## SOURCE INFORMATION
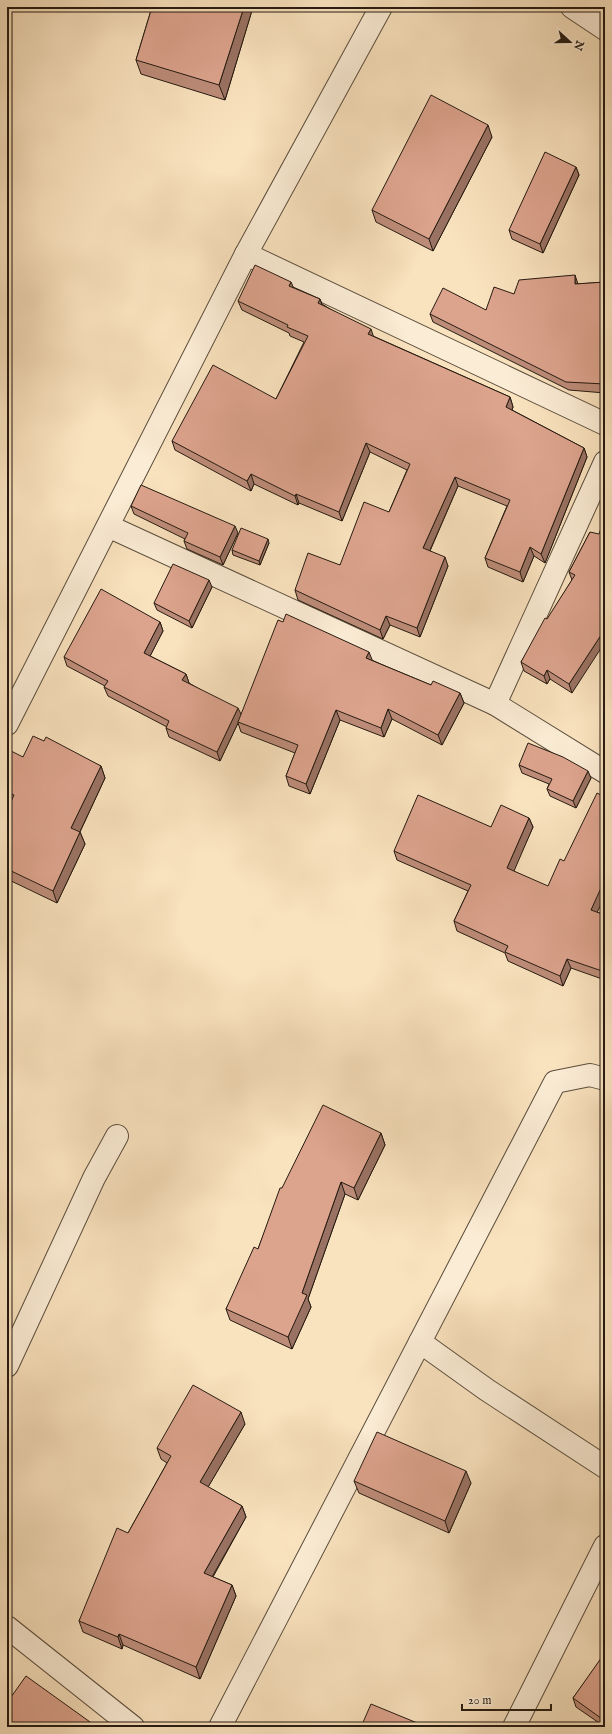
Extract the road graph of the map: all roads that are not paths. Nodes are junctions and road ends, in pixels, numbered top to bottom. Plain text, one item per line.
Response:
1 (381, 7) edge
2 (572, 7) edge
3 (605, 29) edge
4 (246, 254) junction
5 (605, 424) edge
6 (605, 462) edge
7 (108, 526) junction
8 (495, 704) junction
9 (7, 724) edge
10 (605, 772) edge
11 (605, 1079) edge
12 (117, 1136) dead end
13 (420, 1342) junction
14 (7, 1366) edge
15 (605, 1466) edge
16 (605, 1546) edge
17 (7, 1627) edge
18 (132, 1727) edge
19 (220, 1727) edge
20 (514, 1727) edge

1 - 4 street
2 - 3 street
4 - 5 street
4 - 7 street
6 - 8 street
7 - 8 street
7 - 9 street
8 - 10 street
11 - 13 street
12 - 14 street
13 - 15 street
13 - 19 street
16 - 20 street
17 - 18 street

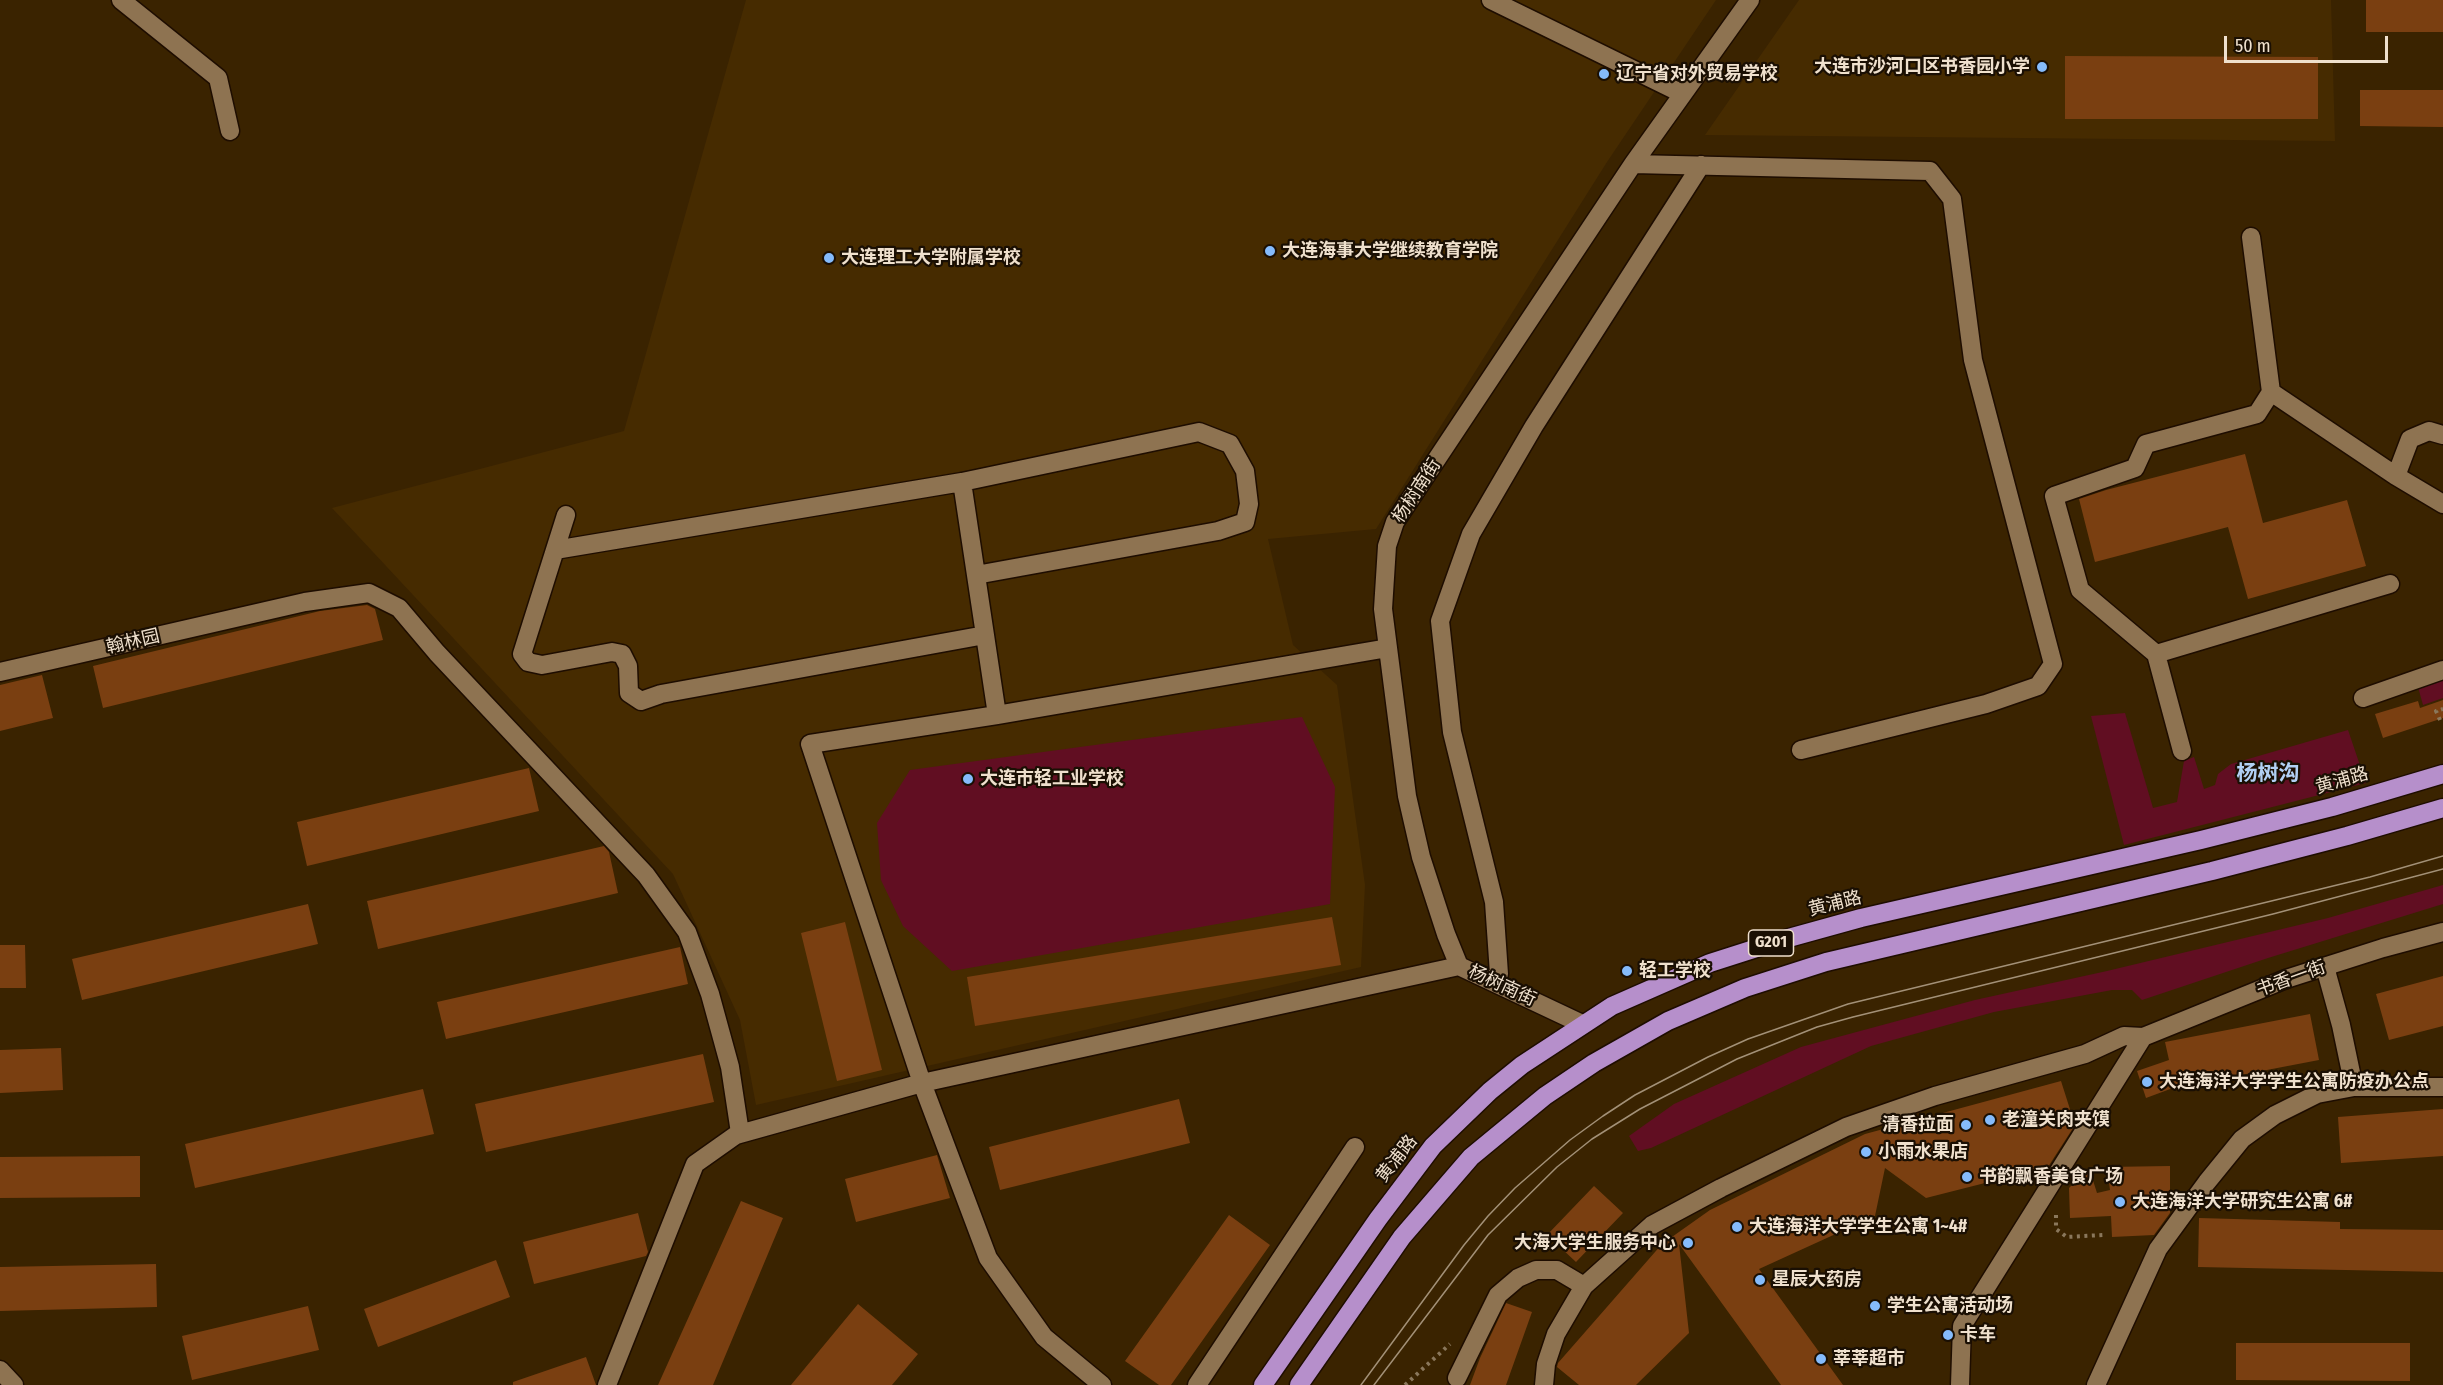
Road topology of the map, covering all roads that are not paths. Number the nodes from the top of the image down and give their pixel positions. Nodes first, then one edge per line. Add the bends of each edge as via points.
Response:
1 (121, 0) edge
2 (1491, 0) edge
3 (1750, 0) edge
4 (1683, 94) junction
5 (230, 131) dead end
6 (1633, 164) junction
7 (1701, 165) junction
8 (2251, 237) dead end
9 (2271, 392) junction
10 (2443, 435) edge
11 (2396, 476) junction
12 (962, 482) junction
13 (2443, 504) edge
14 (566, 515) dead end
15 (555, 550) junction
16 (976, 575) junction
17 (2390, 584) dead end
18 (985, 635) junction
19 (1388, 648) junction
20 (2156, 654) junction
21 (2443, 670) edge
22 (0, 672) edge
23 (2363, 698) dead end
24 (997, 716) junction
25 (1801, 750) dead end
26 (2182, 751) dead end
27 (2443, 774) edge
28 (2443, 808) edge
29 (2443, 932) edge
30 (1459, 966) junction
31 (2325, 967) junction
32 (1499, 974) dead end
33 (1582, 1024) junction
34 (2143, 1037) junction
35 (922, 1083) junction
36 (2354, 1087) junction
37 (2443, 1087) edge
38 (740, 1133) junction
39 (1354, 1147) dead end
40 (1584, 1286) junction
41 (0, 1370) edge
42 (1456, 1378) dead end
43 (14, 1385) edge
44 (607, 1385) edge
45 (1102, 1385) edge
46 (1197, 1385) edge
47 (1263, 1385) edge
48 (1299, 1385) edge
49 (1544, 1385) edge
50 (1960, 1385) edge
51 (2096, 1385) edge

1 - 5 street via 218,78
2 - 4 street
3 - 4 street, 杨树南街
4 - 6 street, 杨树南街
6 - 7 street
6 - 19 street, 杨树南街 via 1395,522 1384,570
7 - 25 street via 1930,171 1952,199 1973,360 2053,664 2038,686 1986,704
7 - 32 street via 1534,426 1471,534 1440,621 1452,732 1494,902
8 - 9 street
9 - 11 street
9 - 20 street via 2257,414 2146,444 2135,468 2054,496 2080,590
10 - 11 street via 2429,431 2410,439
11 - 13 street
12 - 15 street
12 - 16 street
12 - 16 street via 1199,432 1230,444 1245,471 1249,504 1245,522 1218,531
14 - 15 street
15 - 18 street via 522,654 528,662 542,665 612,652 622,654 628,666 629,693 641,701 661,694
16 - 18 street
17 - 20 street
18 - 24 street
19 - 24 street
19 - 30 street, 杨树南街 via 1409,807 1421,857
20 - 26 street
21 - 23 street
22 - 38 street, 翰林园 via 305,602 369,593 399,608 646,875 687,932 710,994 730,1067
24 - 35 street via 810,744
27 - 33 highway, 黄浦路 / G201 via 2332,807 1785,939 1660,983
28 - 48 highway, G201 via 2212,871 1826,962 1745,988 1668,1021 1545,1096 1471,1157 1402,1237
29 - 31 street, 书香一街
30 - 33 street, 杨树南街
30 - 35 street
31 - 34 street, 书香一街
31 - 36 street
33 - 47 highway, 黄浦路 / G201 via 1498,1084 1433,1146
34 - 40 street, 书香一街 via 2124,1036 2085,1054 1935,1096 1846,1127 1652,1225
34 - 50 street via 1962,1326
35 - 38 street
35 - 45 street via 988,1258 1044,1337
36 - 37 street
36 - 51 street via 2317,1094 2275,1115 2242,1139 2158,1249
38 - 44 street via 695,1164
39 - 46 street
40 - 42 street via 1557,1270 1536,1270 1518,1278 1498,1295
40 - 49 street, 书香一街 via 1556,1334
41 - 43 street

## WHAT YOU NEED TO DO
Go through the records and show every line with the string "dead" in it.

## ANSWER BOX
12 (117, 1136) dead end
5 (230, 131) dead end
8 (2251, 237) dead end
14 (566, 515) dead end
17 (2390, 584) dead end
23 (2363, 698) dead end
25 (1801, 750) dead end
26 (2182, 751) dead end
32 (1499, 974) dead end
39 (1354, 1147) dead end
42 (1456, 1378) dead end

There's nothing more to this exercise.